EXERCISE BRIEF: The answer must consist of every line from the entries below that contains the word "LANE".

Saved data entries:
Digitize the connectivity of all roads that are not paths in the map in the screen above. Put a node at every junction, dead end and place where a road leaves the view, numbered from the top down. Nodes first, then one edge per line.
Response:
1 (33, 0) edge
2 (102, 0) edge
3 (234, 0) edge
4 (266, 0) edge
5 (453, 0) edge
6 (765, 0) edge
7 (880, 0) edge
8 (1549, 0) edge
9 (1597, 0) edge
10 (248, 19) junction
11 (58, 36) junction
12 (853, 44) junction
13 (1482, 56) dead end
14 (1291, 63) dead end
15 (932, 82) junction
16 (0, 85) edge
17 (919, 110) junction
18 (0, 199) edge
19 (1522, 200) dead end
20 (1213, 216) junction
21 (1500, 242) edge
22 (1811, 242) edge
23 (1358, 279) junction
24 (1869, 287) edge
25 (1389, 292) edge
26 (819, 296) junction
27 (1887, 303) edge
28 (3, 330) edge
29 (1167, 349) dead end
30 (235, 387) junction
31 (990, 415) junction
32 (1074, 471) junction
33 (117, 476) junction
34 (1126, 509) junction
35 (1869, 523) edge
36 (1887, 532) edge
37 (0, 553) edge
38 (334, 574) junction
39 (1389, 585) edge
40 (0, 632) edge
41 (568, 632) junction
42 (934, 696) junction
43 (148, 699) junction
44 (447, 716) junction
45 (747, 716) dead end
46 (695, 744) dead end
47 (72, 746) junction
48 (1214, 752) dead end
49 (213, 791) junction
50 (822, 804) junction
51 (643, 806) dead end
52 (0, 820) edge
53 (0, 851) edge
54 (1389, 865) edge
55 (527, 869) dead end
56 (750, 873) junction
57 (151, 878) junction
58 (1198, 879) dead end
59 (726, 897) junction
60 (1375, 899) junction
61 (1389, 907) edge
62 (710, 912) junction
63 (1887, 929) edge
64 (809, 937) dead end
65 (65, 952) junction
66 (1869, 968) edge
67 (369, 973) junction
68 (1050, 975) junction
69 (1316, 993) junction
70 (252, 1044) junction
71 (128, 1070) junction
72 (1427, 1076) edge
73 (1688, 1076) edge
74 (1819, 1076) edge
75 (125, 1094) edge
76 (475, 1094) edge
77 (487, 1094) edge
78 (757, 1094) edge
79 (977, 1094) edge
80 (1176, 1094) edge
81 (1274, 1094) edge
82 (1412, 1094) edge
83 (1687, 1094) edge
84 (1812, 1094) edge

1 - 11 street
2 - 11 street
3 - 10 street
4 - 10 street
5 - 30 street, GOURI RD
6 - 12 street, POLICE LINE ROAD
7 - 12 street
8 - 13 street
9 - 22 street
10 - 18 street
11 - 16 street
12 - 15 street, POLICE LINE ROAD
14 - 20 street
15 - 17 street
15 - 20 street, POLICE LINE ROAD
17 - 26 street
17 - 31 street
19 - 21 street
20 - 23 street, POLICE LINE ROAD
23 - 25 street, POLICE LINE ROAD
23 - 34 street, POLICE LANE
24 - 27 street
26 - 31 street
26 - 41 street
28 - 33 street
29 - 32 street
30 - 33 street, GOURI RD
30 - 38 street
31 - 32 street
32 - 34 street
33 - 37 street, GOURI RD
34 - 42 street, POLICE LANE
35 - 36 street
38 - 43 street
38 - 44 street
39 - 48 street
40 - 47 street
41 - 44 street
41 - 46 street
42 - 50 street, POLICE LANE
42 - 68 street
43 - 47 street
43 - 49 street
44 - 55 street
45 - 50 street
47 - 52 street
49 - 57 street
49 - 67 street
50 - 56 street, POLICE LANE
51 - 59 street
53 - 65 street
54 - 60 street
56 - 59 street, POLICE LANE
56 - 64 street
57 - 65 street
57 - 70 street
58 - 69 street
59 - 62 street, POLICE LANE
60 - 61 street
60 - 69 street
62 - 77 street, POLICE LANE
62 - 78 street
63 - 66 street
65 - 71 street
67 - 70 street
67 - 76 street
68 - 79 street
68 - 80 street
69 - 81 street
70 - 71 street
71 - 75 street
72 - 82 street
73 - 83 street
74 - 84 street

RESULT FOR THIS EXERCISE:
23 - 34 street, POLICE LANE
34 - 42 street, POLICE LANE
42 - 50 street, POLICE LANE
50 - 56 street, POLICE LANE
56 - 59 street, POLICE LANE
59 - 62 street, POLICE LANE
62 - 77 street, POLICE LANE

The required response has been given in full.